The preparations for the federal budget, due to be handed down by Treasurer Joe Hockey on May 13, began on October 22 last year. This is the date on which Hockey announced a National Commission of Audit.

The commission is chaired by Tony Shepherd, who just happens to be the President of the Business Council of Australia, the organisation representing Australia’s 100 largest companies. Shepherd’s appointment amounts to an invitation to big business to tell the government how it wants the economy to function in its favour during the Coalition’s term of office.

The terms of reference ask Shepherd to prioritise which Commonwealth assets should be privatised and in what order, where welfare cuts should be made, and what government programs should be scaled back or abolished.

The terms of reference are silent on the billions that are spent on corporate welfare, so we can expect either business as usual or an increase in taxpayer assistance to the desperately needy in the corporate sector, such as Gina Rinehart.

The budget will ensure that the already bleak employment prospects for too many Australians will get worse.

Between November 2003 and November 2008, 1.4 million jobs were added to the Australian economy. In the five years since the onset of the global financial crisis (GFC) in late 2008, net job growth has shrunk to 700,000.

The manufacturing sector lost 82,000 jobs in the five years to November last year and more have been lost in the five months since then. But worse is still to come as all remaining car-making plants are set to close. Many companies in the auto component sector are now in a dire position as well, which could lead to the devastating prospect of tens of thousands of job losses.

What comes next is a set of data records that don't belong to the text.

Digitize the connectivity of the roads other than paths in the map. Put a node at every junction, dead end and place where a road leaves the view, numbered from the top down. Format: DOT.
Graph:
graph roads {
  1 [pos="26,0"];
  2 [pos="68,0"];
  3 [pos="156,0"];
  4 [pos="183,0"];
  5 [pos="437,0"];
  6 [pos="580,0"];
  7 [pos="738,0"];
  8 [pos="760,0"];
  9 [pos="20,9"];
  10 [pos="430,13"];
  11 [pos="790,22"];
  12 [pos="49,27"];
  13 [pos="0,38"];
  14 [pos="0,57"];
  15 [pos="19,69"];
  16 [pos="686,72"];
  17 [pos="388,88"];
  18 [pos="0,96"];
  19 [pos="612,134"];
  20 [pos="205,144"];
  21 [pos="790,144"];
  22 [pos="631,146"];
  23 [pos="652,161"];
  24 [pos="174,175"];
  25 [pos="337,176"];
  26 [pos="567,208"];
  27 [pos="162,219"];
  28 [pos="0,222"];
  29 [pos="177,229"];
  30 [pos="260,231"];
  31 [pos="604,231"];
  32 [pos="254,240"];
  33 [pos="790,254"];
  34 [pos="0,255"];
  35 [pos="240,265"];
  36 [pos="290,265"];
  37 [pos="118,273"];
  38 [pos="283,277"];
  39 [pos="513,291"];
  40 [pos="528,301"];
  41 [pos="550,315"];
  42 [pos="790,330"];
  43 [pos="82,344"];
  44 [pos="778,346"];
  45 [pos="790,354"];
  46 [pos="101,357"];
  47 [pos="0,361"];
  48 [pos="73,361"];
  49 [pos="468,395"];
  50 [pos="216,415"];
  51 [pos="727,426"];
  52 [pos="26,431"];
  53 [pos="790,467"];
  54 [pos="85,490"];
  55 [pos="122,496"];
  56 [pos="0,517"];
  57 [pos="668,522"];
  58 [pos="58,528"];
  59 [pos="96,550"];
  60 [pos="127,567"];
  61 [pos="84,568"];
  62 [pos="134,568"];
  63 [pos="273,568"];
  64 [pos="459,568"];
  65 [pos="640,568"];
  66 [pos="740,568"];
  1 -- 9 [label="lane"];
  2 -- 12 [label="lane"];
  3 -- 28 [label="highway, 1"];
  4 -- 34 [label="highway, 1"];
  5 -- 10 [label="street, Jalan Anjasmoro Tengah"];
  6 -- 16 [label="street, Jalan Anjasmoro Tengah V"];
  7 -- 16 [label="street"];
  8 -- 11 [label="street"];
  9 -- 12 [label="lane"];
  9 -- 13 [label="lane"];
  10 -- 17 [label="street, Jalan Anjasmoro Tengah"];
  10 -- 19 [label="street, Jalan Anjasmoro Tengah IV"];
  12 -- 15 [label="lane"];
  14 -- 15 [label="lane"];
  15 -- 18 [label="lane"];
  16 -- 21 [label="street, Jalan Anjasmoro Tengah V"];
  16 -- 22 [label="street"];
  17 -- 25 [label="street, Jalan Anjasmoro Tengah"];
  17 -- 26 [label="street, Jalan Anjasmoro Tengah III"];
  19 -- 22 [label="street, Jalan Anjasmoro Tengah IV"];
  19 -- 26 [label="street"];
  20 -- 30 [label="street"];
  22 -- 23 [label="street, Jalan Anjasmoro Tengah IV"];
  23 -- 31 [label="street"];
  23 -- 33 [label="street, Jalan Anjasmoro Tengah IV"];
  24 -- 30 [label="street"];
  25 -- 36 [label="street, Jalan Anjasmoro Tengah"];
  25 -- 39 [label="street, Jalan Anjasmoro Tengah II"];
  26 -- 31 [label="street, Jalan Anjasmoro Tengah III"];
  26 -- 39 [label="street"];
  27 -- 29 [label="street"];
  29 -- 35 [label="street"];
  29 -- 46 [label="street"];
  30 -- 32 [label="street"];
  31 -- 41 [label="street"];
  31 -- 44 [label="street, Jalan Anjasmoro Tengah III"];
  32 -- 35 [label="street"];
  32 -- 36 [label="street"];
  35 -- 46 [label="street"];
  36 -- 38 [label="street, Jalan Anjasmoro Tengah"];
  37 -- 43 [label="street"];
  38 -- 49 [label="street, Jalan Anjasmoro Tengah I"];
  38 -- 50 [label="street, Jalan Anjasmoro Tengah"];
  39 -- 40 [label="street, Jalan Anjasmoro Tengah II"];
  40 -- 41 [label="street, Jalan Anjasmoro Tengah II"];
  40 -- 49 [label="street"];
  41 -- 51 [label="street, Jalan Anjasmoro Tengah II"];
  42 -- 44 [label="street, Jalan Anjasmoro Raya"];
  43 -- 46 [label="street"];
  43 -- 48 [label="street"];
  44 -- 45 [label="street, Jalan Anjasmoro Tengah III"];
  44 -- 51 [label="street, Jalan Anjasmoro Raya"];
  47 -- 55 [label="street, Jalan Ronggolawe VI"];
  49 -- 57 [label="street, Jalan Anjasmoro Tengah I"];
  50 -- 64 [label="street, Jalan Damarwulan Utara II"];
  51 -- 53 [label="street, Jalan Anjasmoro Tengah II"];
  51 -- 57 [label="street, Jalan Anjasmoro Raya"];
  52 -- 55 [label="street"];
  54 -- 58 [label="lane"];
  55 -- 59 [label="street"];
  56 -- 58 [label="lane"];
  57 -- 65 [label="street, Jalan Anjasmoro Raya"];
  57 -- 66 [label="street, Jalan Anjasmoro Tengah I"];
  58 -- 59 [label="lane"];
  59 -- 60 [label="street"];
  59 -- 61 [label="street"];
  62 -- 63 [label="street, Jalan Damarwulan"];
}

Then there is the attrition in the manufacturing sector that will come from technological change. The Australian Workforce and Productivity Agency has forecast that the introduction of hi-tech production methods will lead to manufacturing jobs shrinking by between 1% to 1.5% a year.

The decline in discretionary spending that comes with unemployment will add job losses in the services sector to those being slashed in the public sector by state and federal governments. This is at a time when the economy is creating employment for only 20% of all new workers entering the labour market.

Disturbing as these overall statistics are, the position in regional economies is even more precarious. Conventional economic wisdom has it that major regional economies with unemployment growth above 1.5% a year are in recession. On this measure, 31 of the 87 labour force regions in Australia have been in recession over the past 12 months.

The much-hyped recovery from the GFC is not doing anything for women workers in the 25-34 age bracket: 13.4% are unemployed or in part-time jobs unable to secure more working hours. This is almost exactly the same as it was at the height of the GFC.

For women aged 55 and over, the position is even worse. Only 10.9% are actively seeking work, up from 9.1% during the GFC.

The Australian Bureau of Statistics estimates that 162,800 women were seeking part-time work in February — the highest figure ever.

Australia escaped recession in 2009 thanks, in large part, to the counter-cyclical economic policies that were implemented both here and in China. The Tony Abbott government’s first budget looks likely to remedy this by providing a recipe for recession.